Die Industrie beansprucht in dem Papier, dass ihre Stimme gehört wird – als ob das bisher nicht der Fall sei und sie nicht über ihre Lobbyisten die Abgeordneten ohnehin zur Genüge mit ihren Ansichten überfluten würde. Aber mehr noch, dieses Recht wird daran festgemacht, dass sich die Industrie als wichtigster Player in der Wissenschaft sieht: „As the largest investor in knowledge generation, technology and science, it has every right to have its voice heard.“ Wer zahlt, schafft an.
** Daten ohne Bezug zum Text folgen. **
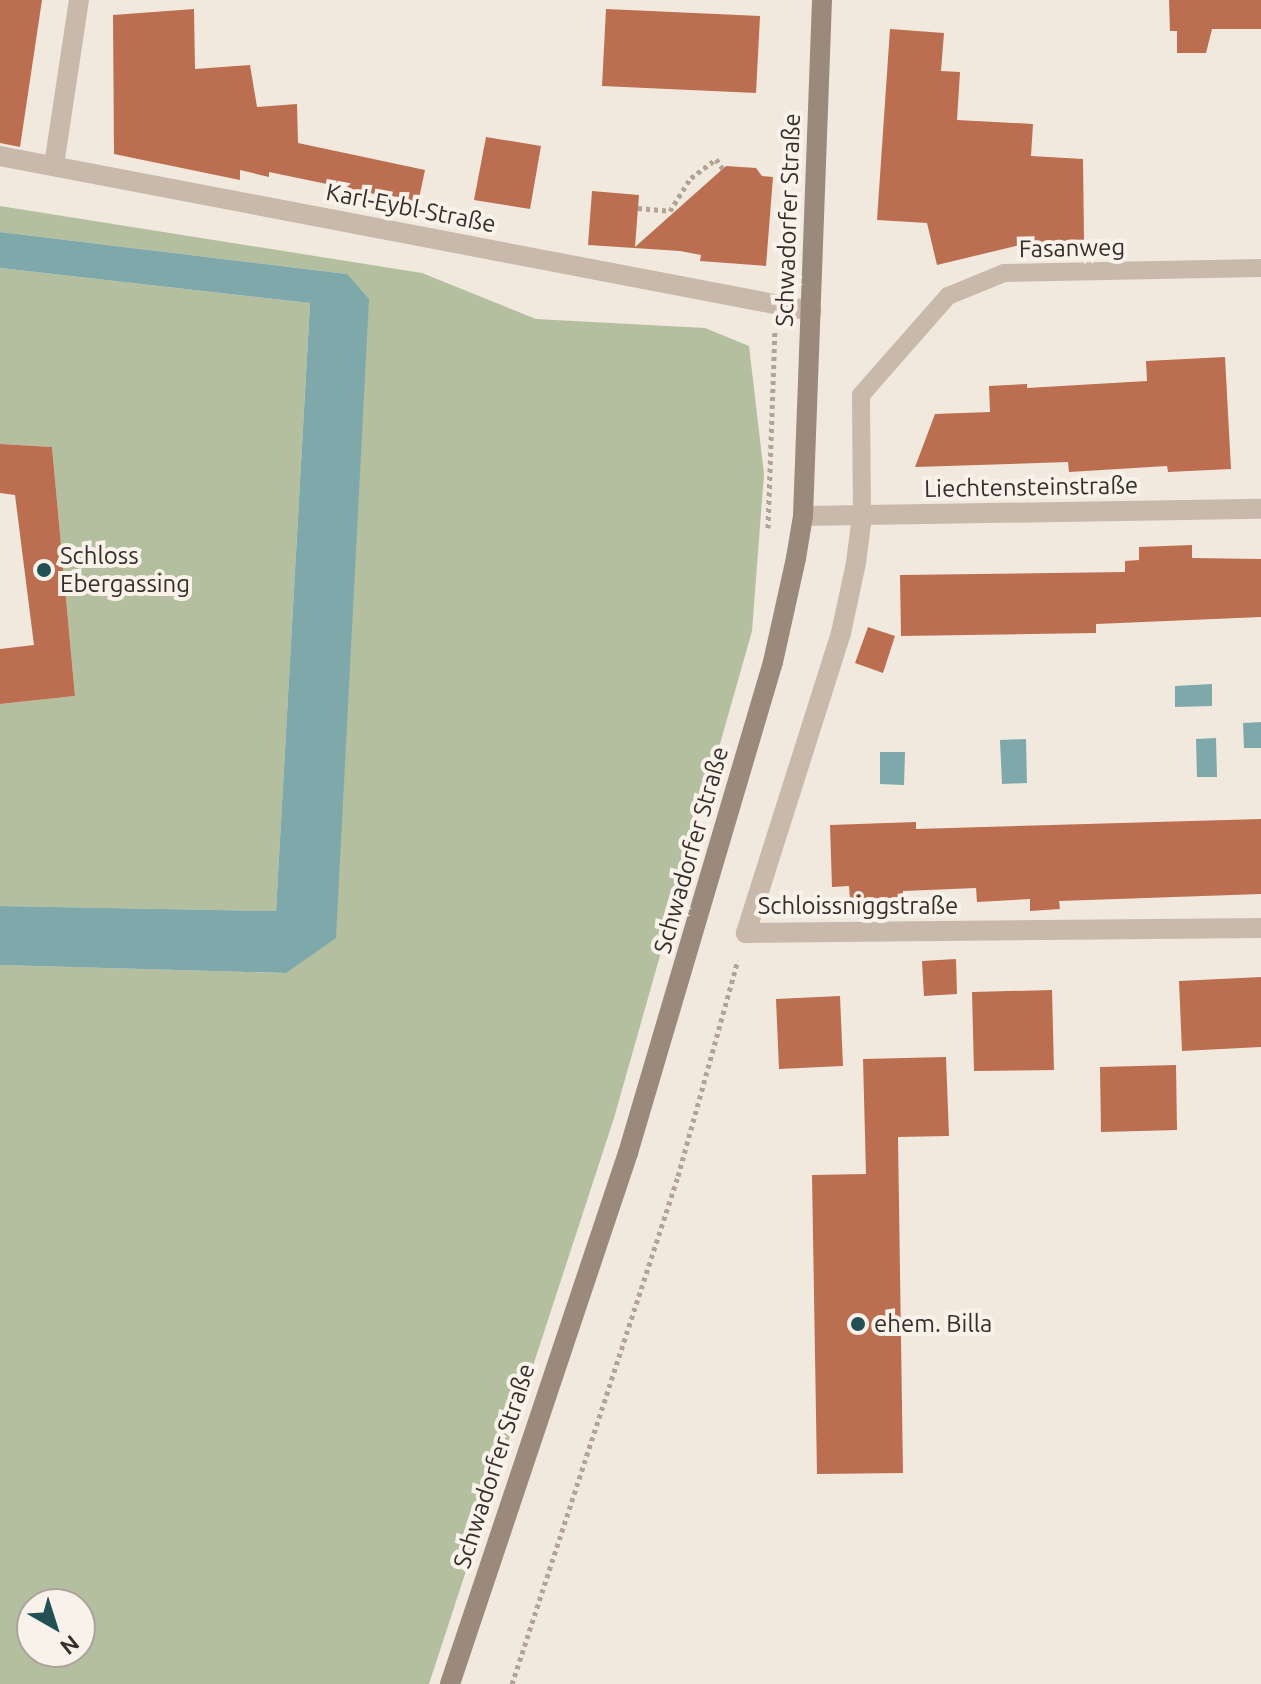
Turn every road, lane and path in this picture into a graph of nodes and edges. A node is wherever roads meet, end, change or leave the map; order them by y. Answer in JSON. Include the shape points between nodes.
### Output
{"nodes":[{"id":1,"x":79,"y":0,"type":"edge"},
{"id":2,"x":822,"y":0,"type":"edge"},
{"id":3,"x":0,"y":156,"type":"edge"},
{"id":4,"x":54,"y":165,"type":"junction"},
{"id":5,"x":723,"y":169,"type":"dead end"},
{"id":6,"x":638,"y":208,"type":"dead end"},
{"id":7,"x":1261,"y":268,"type":"edge"},
{"id":8,"x":811,"y":311,"type":"junction"},
{"id":9,"x":1261,"y":509,"type":"edge"},
{"id":10,"x":803,"y":516,"type":"junction"},
{"id":11,"x":862,"y":516,"type":"junction"},
{"id":12,"x":1261,"y":928,"type":"edge"},
{"id":13,"x":746,"y":933,"type":"junction"},
{"id":14,"x":450,"y":1684,"type":"edge"},
{"id":15,"x":512,"y":1684,"type":"edge"}],
"edges":[{"from":1,"to":4,"type":"street"},
{"from":2,"to":8,"type":"main road","name":"Schwadorfer Straße"},
{"from":3,"to":4,"type":"street","name":"Karl-Eybl-Straße"},
{"from":4,"to":8,"type":"street","name":"Karl-Eybl-Straße"},
{"from":5,"to":6,"type":"path","via":[[716,159],[691,178],[670,211]]},
{"from":7,"to":11,"type":"lane","name":"Fasanweg","via":[[1004,273],[948,296],[861,395]]},
{"from":8,"to":10,"type":"main road","name":"Schwadorfer Straße"},
{"from":9,"to":11,"type":"street","name":"Liechtensteinstraße"},
{"from":10,"to":11,"type":"street","name":"Liechtensteinstraße"},
{"from":10,"to":14,"type":"main road","name":"Schwadorfer Straße","via":[[773,662],[637,1123]]},
{"from":11,"to":13,"type":"street","name":"Schloissniggstraße","via":[[841,633]]},
{"from":12,"to":13,"type":"street","name":"Schloissniggstraße"},
{"from":13,"to":15,"type":"path","via":[[678,1176]]}]}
Weiter: Interessenkonflikte zwischen Kommerz und Wahrheit seien dabei nicht das wichtigste Problem, da, und jetzt kommt ein echter Hammer, der Wissenschaft viel ernstere Interessenkonflikte zu schaffen machen würden: „commercial conflicts of interest are fairly easy to deal with if they are properly declared and the relationship between the science and the marketing made explicit. Ideological, personal or academic conflicts of interest, on the other hand, are much harder to detect or deal with.“ Ein Aufruf an die medizinischen Fachzeitschriften, wieder alles zu drucken, was die Tabakindustrie so fördert, es reicht ja, es offenzulegen?
Aber auch damit noch nicht genug: „Scientists need to recognise that they are advocates with vested interests too – in their case, in their own science.” Den Satz sollte man mehrmals lesen und etwas hin- und herwenden. Da wird das wissenschaftliche Denken an sich zu einem „berechtigten“ Interesse, „too“ – wie andere Interessen auch. Vielleicht sollten die Wissenschaftler künftig angeben, dass sie einen Interessenkonflikt haben, weil sie Wissen schaffen wollen und das den Interessen der Industrie zuwiderlaufen könnte? Die feinen Wissenschaftler sollen jedenfalls mal vom hohen Ross herunter: „They need to be less aloof, perhaps even less arrogant“. Schließlich hat die Politik immer abzuwägen, da ist die Wissenschaft eben nur eine Stimme. Im Prinzip richtig, aber in diesem Kontext klingt das komisch.
Jim McCambridge, Mike Daube und Martin McKee haben gerade in Tobacco Control die Geschichte der neuen Brüsseler Deklaration und die Einflussnahme insbesondere der Tabak- und Alkoholindustrie nachgezeichnet: “Brussels Declaration: a vehicle for the advancement of tobacco and alcohol industry interests at the science/policy interface?“ Sie sehen sich an die früheren Aktivitäten der Tabakindustrie zu „sound science“ und „guter epidemiologischer Praxis“ erinnert (die im deutschen Sprachraum publizierte „Gute Epidemiologische Praxis“ hat damit meines Wissens aber nichts zu tun, das nur nebenbei). Zu Recht monieren sie, dass das Papier zwar mehr Transparenz in der wissenschaftlichen Politikberatung anmahnt, aber selbst auf höchst intransparente Weise zustande kam, Wissenschaftler vereinnahmt, die die Thesen des Papiers höchst kritisch sehen und dass auch unklar ist, welche Rolle z.B. die Tabak- und Alkoholindustrie gespielt hat.